Step team gives students a show

Despite sparse attendance, the Rampage, Florida A&M University’s only non Greek-affiliated organization, thoroughly entertained patrons of its first major step show in Lee Hall this past Friday.

In addition to their own performances, Rampage invited the 2008 Homecoming Dorm Step Show’s winning step teams, McGuinn & Diamond and Gibbs  Hall.

Attendees were also entertained by students from Morehouse College’s Graves Hall, who were featured on Black Entertainment Television’s 2008 showing of “Spring Bling with Rampage.” 

Shocking its spectators, Rampage opened the show with a video presentation of a crazed female who kept seeing scary images and eventually had a “Mental Breakdown.”

Upon the video’s conclusion, strobe lights illuminated the auditorium and awakened the slumbering steppers.

As the second scene opened, McGuinn & Diamond launched their presidential stepping campaign in recognition of Barack Obama as the victorious United States presidential elect. Playing on words, three steppers leaned forward, being upheld by fellow team members on the ground, for several seconds.

Other highlights included a showing of Barack Obama raising the bar for blacks in America, while also doubling as the symbol for a cellular phone, showing all bars and asking “Can you hear me now?”

If they weren’t awakened at this point, Gibbs hall certainly did the job by holding a pose for well over a minute.

They showed the audience how to step with a combination of precision and thunderous steps, in attempt to awaken their team members who were said to be dead. Steps from this group, also known as G Phi, were loud and thunderous … so much that wood chips arose from the ground as they executed several combinations and formations to prove their livelihood.

After a few performances from unsigned rap artists, Famuans were entertained by what Dominque Glover, 22, of Morehouse’s Graves Hall step team, called a “best of the best” show.

“We took the best of six years, compiling steps that we liked along with those that got the most reaction from the audience,” said Glover, a preparer of the routine from Toledo, Ohio.

“It’s been a long time sine we performed in a step show, but it was exciting … FAMU [audience participants] made it that way,” Glover said.

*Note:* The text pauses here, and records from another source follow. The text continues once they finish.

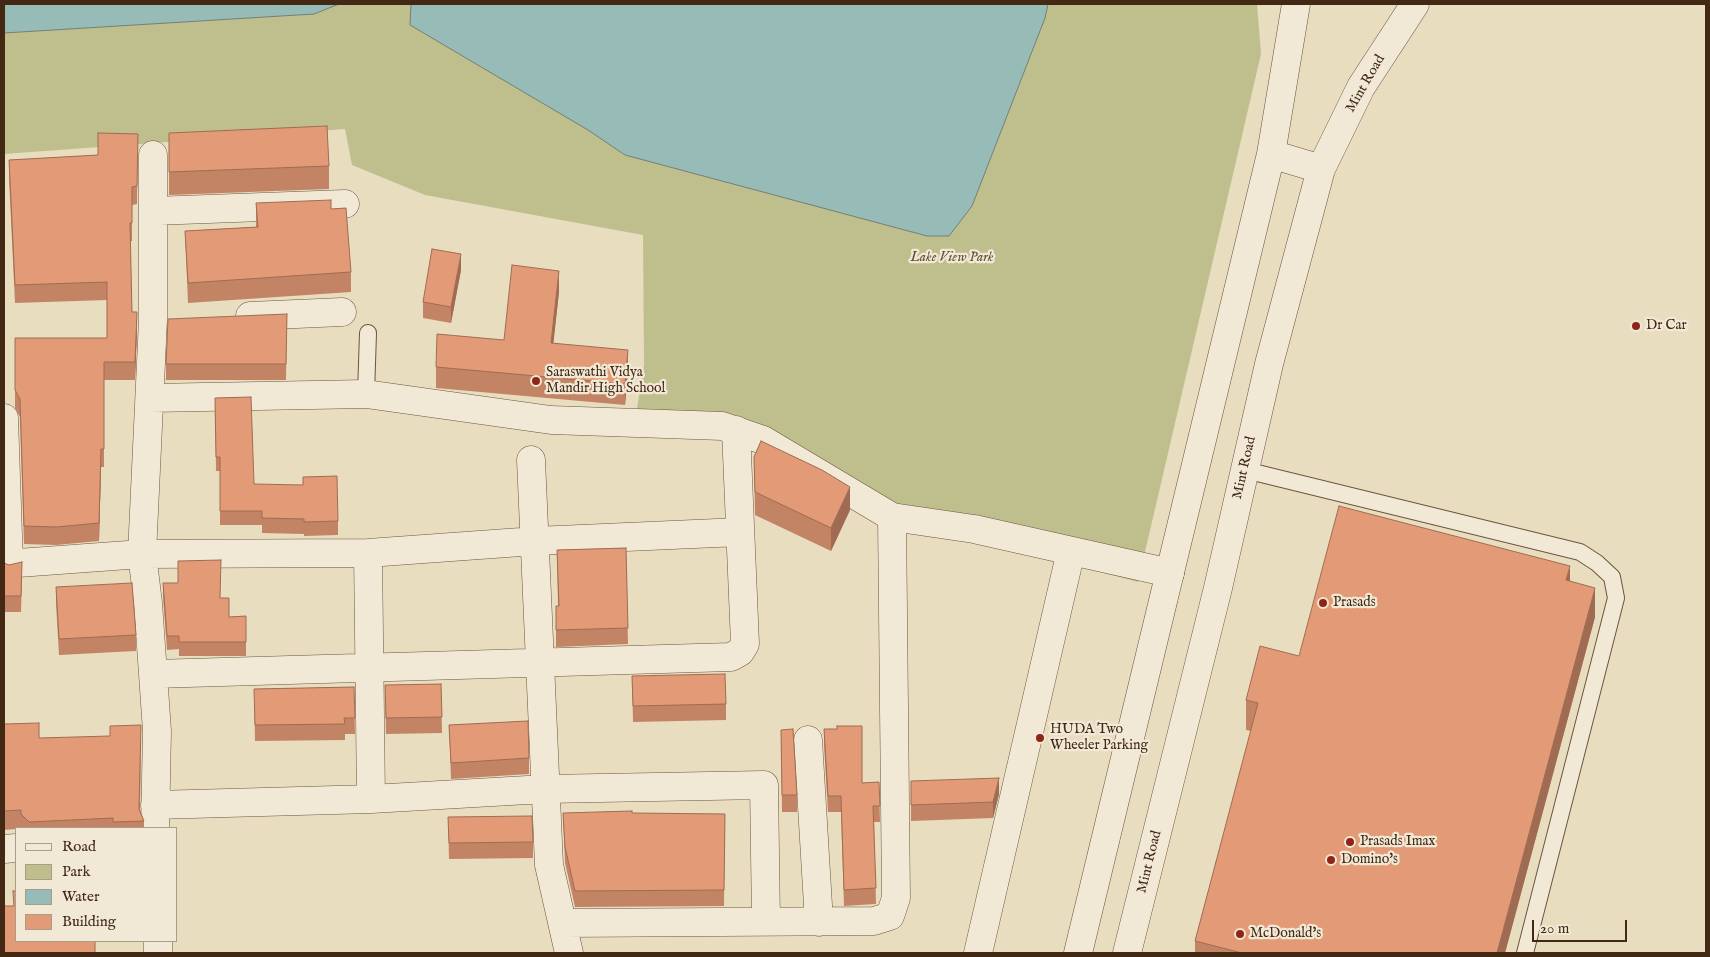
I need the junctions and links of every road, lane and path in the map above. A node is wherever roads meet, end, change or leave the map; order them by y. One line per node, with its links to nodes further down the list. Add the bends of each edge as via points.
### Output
1 (1296, 4): 3 (street)
2 (1414, 4): 5 (street, Mint Road, via 1362,87)
3 (1271, 154): 5 (street); 24 (street)
4 (153, 155): 7 (street)
5 (1321, 169): 16 (street, Mint Road, via 1269,364)
6 (345, 204): 7 (street)
7 (153, 210): 12 (street, via 163,319)
8 (342, 312): 9 (street)
9 (223, 317)
10 (368, 333): 11 (lane)
11 (366, 394): 12 (street); 14 (street, via 551,420 722,426)
12 (150, 398): 22 (street)
13 (4, 418): 23 (street)
14 (736, 430): 17 (street, via 763,440); 18 (street)
15 (532, 460): 19 (street)
16 (1245, 470): 38 (street, Mint Road); 39 (lane, via 1580,552 1612,577 1616,598)
17 (892, 517): 20 (street, via 974,529); 33 (street, via 896,898 890,916 874,921)
18 (740, 532): 19 (street); 25 (street, via 744,644 740,652 731,656)
19 (535, 541): 21 (street); 25 (street)
20 (1071, 551): 24 (street); 36 (street)
21 (368, 552): 22 (street); 26 (street)
22 (142, 554): 23 (street); 27 (street)
23 (6, 564)
24 (1170, 573): 37 (street)
25 (540, 662): 26 (street); 29 (street)
26 (371, 668): 27 (street); 30 (street)
27 (154, 674): 31 (street, via 157,731)
28 (808, 740): 33 (street)
29 (545, 790): 30 (street); 32 (street, via 764,785); 34 (street, via 548,865)
30 (371, 799): 31 (street)
31 (155, 817)
32 (766, 920): 33 (street); 34 (street)
33 (819, 922)
34 (564, 923): 35 (street)
35 (570, 953)
36 (978, 953)
37 (1078, 953)
38 (1127, 953)
39 (1524, 953)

From funny faces and characterization to difficult combinations and formations, they certainly pleased the audience, adding to what some considered the best stepping they’d ever seen. 

“It was so funny, but it showed what real stepping is,” said Alicia White, 18, a freshman from Chicago.

Having performed in step shows herself and seeing Greek and non-Greeks step, White said she looks forward to attending another one of Rampage’s events and believes it raised the bar for the 2009 Homecoming Dorm Step Show participants.

Members of Rampage were unavailable for comment.